I’ve just finished reading Emma Jones’ “Working 5 to 9: How to Start a Successful Business in your Spare Time”. Now, obviously that’s what I’ve done (or if you’re new to this blog, look at the Self-Employment category to find out more) and I’ve moved on to a mature business operating full time, but I still like reading business books, and it’s always interesting to find out what I could have done differently (actually, according to this book, I did OK!).

The book has plenty of general advice, and then the excellent idea of having more than 50 case studies of real people running businesses in their spare time. There’s a bit of information about each, and then valuable insights into how they did it, what they’re doing now, and whether they are going to be giving up the day job. Here I have to admit I was surprised – quite a few of the featured people said, no, thank you, they’d like to keep on the day job, too, which I think is a valuable insight and one which hadn’t struck me as an option once I’d believed that my own business was going to be able to support me on its own.

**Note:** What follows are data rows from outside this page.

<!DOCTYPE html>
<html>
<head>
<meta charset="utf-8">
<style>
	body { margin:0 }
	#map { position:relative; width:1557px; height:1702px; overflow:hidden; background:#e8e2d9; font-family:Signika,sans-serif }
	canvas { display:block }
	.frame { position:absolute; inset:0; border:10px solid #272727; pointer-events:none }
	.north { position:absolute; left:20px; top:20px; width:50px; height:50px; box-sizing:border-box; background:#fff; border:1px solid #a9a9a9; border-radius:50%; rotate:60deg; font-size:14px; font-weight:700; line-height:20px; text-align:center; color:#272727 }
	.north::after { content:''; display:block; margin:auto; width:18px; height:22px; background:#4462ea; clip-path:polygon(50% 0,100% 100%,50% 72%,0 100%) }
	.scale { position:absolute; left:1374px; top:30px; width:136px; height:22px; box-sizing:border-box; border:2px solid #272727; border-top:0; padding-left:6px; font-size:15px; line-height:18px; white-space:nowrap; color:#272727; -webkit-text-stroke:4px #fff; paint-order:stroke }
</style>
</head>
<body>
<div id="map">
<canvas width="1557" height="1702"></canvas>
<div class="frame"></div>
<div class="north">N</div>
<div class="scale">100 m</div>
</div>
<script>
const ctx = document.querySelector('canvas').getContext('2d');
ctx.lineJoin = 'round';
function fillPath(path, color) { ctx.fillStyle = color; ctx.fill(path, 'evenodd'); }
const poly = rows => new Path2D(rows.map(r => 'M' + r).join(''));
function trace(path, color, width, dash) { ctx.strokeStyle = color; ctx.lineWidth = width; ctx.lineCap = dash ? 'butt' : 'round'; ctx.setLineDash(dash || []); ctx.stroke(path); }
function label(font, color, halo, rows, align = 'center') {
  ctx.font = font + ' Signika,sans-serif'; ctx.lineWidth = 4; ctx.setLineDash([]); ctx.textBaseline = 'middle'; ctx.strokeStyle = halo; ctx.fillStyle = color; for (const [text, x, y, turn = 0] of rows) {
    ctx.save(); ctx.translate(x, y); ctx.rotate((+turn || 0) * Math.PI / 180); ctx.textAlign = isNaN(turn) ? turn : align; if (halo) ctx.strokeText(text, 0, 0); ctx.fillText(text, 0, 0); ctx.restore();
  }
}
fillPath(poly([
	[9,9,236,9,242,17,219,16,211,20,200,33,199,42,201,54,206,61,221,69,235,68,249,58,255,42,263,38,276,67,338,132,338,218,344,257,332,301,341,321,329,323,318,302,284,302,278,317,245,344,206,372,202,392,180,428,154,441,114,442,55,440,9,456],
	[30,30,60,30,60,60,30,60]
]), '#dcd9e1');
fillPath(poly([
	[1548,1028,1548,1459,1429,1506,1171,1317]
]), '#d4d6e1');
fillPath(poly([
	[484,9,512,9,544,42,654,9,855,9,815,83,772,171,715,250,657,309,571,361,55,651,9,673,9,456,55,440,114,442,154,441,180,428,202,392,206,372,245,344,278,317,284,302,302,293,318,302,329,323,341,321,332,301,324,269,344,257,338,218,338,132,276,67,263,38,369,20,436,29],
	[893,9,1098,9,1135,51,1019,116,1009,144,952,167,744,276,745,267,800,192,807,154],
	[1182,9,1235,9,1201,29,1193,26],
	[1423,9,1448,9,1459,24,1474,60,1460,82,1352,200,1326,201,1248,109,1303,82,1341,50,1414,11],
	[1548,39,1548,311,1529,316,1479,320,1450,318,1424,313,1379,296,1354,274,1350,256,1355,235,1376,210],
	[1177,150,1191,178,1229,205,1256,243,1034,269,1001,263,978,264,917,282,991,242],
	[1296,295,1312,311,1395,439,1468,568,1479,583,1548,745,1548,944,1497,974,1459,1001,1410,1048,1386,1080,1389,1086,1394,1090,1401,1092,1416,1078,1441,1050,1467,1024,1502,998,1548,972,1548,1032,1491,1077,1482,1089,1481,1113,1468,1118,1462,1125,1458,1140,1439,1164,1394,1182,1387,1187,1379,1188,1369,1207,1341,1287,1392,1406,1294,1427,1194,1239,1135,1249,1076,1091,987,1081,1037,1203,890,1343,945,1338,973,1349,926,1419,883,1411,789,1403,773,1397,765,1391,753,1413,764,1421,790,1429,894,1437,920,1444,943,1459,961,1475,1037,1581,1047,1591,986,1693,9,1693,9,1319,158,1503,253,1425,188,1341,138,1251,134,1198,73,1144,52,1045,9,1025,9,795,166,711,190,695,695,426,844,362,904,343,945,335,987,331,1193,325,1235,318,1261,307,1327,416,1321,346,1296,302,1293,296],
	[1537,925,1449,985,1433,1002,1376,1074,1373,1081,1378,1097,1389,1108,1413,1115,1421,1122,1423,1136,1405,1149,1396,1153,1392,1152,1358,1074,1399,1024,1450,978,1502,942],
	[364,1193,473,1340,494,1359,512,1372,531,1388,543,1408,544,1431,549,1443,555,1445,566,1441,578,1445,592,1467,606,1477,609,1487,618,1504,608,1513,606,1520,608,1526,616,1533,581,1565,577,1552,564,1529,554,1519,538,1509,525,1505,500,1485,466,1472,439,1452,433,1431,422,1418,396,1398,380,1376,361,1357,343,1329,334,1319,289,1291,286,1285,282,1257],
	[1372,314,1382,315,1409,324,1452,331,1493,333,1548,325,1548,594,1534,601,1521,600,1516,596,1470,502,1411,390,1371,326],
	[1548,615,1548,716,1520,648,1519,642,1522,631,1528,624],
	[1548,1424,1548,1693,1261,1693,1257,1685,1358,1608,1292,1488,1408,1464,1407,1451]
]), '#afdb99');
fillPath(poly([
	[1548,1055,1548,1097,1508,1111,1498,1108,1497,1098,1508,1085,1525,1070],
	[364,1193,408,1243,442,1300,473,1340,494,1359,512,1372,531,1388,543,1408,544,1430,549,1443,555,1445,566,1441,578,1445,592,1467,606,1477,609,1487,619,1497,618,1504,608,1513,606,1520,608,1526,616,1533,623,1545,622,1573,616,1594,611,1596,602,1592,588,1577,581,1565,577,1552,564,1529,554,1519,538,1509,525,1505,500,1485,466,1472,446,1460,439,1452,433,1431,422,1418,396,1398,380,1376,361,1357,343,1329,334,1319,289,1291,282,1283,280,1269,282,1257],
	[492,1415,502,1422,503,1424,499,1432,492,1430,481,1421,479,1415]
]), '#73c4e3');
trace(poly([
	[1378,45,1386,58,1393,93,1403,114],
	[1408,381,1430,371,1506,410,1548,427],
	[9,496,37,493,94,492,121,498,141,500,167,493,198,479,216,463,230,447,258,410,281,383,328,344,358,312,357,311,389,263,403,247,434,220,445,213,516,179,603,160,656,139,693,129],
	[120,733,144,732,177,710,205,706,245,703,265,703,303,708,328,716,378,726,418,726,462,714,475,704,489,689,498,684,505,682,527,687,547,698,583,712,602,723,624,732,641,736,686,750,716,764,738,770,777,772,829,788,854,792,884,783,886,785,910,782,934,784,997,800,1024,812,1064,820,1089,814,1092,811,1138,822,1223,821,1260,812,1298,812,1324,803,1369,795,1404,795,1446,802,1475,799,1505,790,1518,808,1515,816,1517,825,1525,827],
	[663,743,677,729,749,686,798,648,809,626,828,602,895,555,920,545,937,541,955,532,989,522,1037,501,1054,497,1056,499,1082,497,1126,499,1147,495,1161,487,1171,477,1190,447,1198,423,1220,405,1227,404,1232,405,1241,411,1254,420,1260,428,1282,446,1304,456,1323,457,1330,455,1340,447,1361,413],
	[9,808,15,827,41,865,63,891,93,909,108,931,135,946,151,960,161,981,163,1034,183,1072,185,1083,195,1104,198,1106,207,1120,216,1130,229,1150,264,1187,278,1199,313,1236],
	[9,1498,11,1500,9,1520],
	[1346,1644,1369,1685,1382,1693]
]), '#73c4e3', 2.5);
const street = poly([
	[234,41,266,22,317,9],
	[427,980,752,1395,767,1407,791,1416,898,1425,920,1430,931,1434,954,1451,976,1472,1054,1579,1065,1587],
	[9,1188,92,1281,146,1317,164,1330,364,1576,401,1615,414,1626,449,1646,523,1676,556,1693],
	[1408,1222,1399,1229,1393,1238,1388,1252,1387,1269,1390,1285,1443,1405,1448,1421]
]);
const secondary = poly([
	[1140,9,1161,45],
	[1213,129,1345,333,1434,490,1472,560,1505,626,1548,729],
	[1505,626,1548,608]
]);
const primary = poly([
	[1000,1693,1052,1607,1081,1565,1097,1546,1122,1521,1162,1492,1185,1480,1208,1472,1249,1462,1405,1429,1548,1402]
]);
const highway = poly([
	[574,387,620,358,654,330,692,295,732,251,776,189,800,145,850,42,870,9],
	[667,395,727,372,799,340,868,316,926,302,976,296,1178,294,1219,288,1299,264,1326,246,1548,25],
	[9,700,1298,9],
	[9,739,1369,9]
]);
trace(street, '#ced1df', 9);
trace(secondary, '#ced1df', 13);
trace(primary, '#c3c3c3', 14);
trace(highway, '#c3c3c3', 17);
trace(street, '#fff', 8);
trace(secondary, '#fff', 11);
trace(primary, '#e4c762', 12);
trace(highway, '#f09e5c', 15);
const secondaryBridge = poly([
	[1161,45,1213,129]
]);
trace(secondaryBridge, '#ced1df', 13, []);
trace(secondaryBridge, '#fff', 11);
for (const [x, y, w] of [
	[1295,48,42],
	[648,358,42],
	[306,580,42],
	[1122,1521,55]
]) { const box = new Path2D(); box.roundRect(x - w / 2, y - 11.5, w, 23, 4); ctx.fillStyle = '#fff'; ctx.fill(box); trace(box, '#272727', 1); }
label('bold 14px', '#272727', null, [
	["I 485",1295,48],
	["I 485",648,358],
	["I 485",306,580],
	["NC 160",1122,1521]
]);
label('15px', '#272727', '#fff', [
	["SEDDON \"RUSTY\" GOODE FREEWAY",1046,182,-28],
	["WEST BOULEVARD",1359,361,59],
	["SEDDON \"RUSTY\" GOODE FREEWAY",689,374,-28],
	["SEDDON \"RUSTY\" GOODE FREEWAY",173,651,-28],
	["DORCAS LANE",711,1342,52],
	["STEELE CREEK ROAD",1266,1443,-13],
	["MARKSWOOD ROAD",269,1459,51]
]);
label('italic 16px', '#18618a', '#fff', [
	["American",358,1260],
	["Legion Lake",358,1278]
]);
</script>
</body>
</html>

There’s plenty of good advice on setting up your business, marketing and business plans and using social media in special sections, as well as little hints and tips on work-life balance etc. in the articles about the participants. These participants have businesses ranging from franchise party plan operations through single person crafting and creating to partnerships, giving a bit of information on a wide range of different options. I also liked the fact that I know, or know of, a few people mentioned – I know the Enterprise Nation website and am a member, have met San, who contributes on social media, and Emily Coltman, one of the featured businesspeople, is my go-to person for accounting puzzles and contributed a guest post to the Libro main blog.

All in all I think this would be a very useful book for anyone considering setting up their own business. Although it’s a few years old now, the information and links are still valid. I’d be interested to know how the featured people are doing now – I find this fascinating in my own interview series with small businesses and would love to know how they’re all doing.

Note: I picked up this book via BookCrossing. Although I know Enterprise Nation and some of the people who run it, this is not a sponsored post.